(Stored data entries)
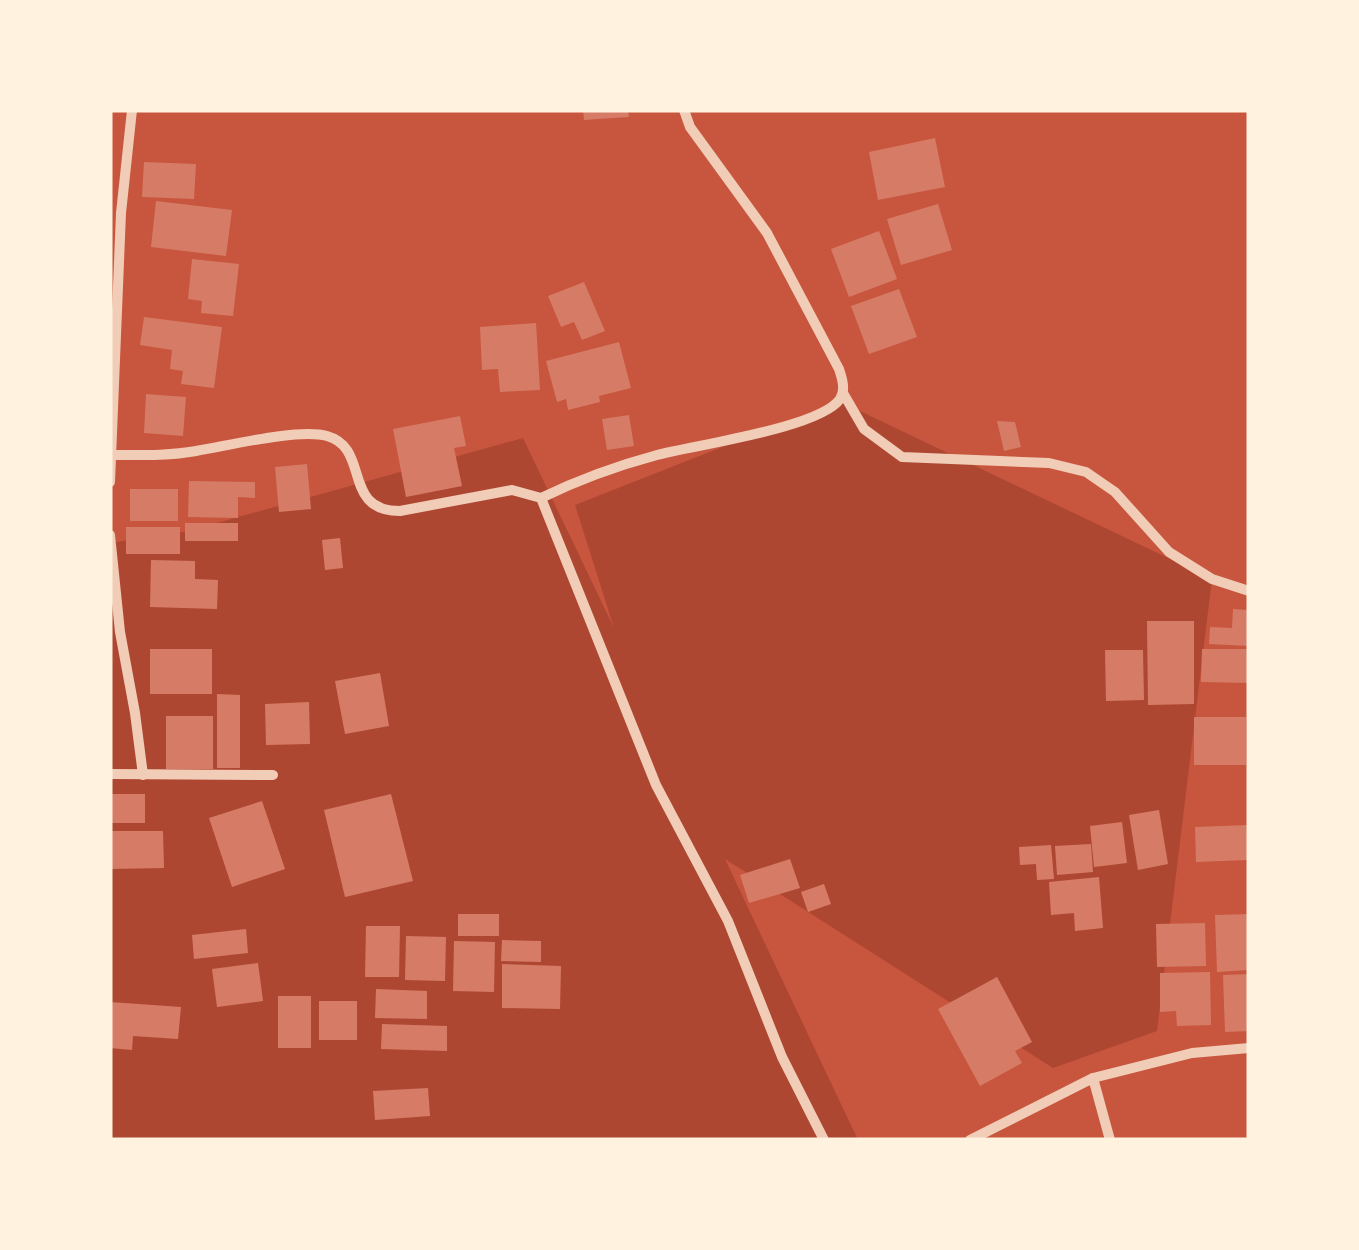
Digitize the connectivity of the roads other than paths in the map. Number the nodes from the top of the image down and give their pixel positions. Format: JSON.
{"nodes":[{"id":1,"x":132,"y":110,"type":"edge"},
{"id":2,"x":684,"y":110,"type":"edge"},
{"id":3,"x":843,"y":392,"type":"junction"},
{"id":4,"x":111,"y":455,"type":"edge"},
{"id":5,"x":110,"y":482,"type":"edge"},
{"id":6,"x":541,"y":498,"type":"junction"},
{"id":7,"x":110,"y":535,"type":"edge"},
{"id":8,"x":1249,"y":591,"type":"edge"},
{"id":9,"x":110,"y":774,"type":"edge"},
{"id":10,"x":143,"y":774,"type":"junction"},
{"id":11,"x":273,"y":776,"type":"dead end"},
{"id":12,"x":1249,"y":1048,"type":"edge"},
{"id":13,"x":1092,"y":1078,"type":"junction"},
{"id":14,"x":824,"y":1140,"type":"edge"},
{"id":15,"x":970,"y":1140,"type":"edge"},
{"id":16,"x":1110,"y":1140,"type":"edge"}],
"edges":[{"from":1,"to":4,"type":"street"},
{"from":2,"to":3,"type":"street"},
{"from":3,"to":6,"type":"street"},
{"from":3,"to":8,"type":"street"},
{"from":4,"to":5,"type":"street"},
{"from":4,"to":6,"type":"street"},
{"from":6,"to":14,"type":"street"},
{"from":7,"to":10,"type":"street"},
{"from":9,"to":10,"type":"street"},
{"from":10,"to":11,"type":"street"},
{"from":12,"to":13,"type":"street"},
{"from":13,"to":15,"type":"street"},
{"from":13,"to":16,"type":"street"}]}
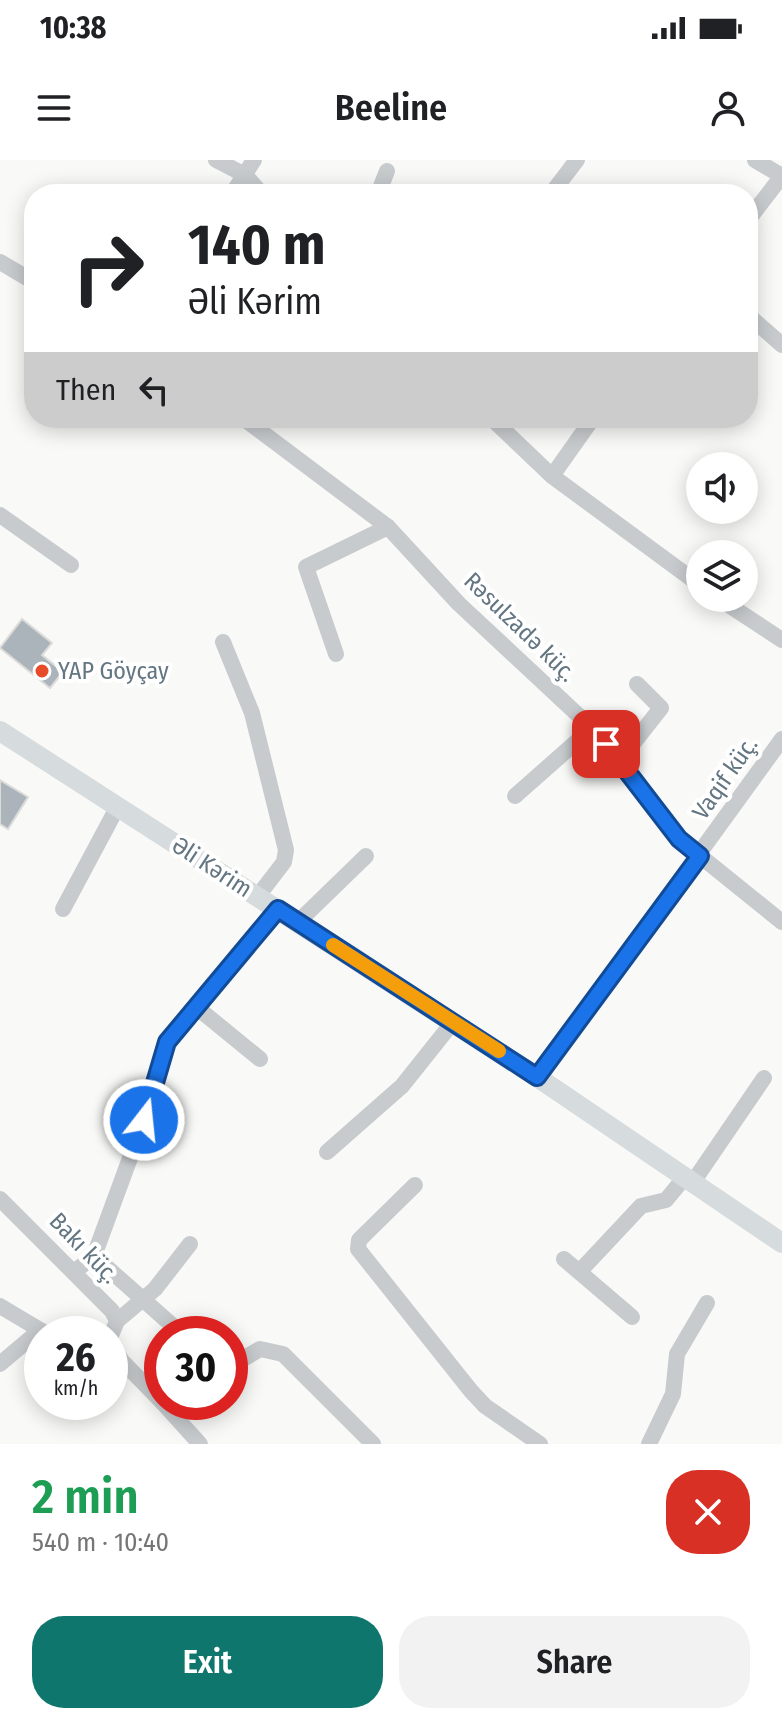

* Task details *
Only lines with the word "nodes" count here; copy every one from the records.

* Solution for this exercise *
Digitize the connectivity of the roads other than paths in the map. Number the nodes from the top of the image down and give their pixel positions. Format: JSON.
{"nodes":[{"id":1,"x":132,"y":110,"type":"edge"},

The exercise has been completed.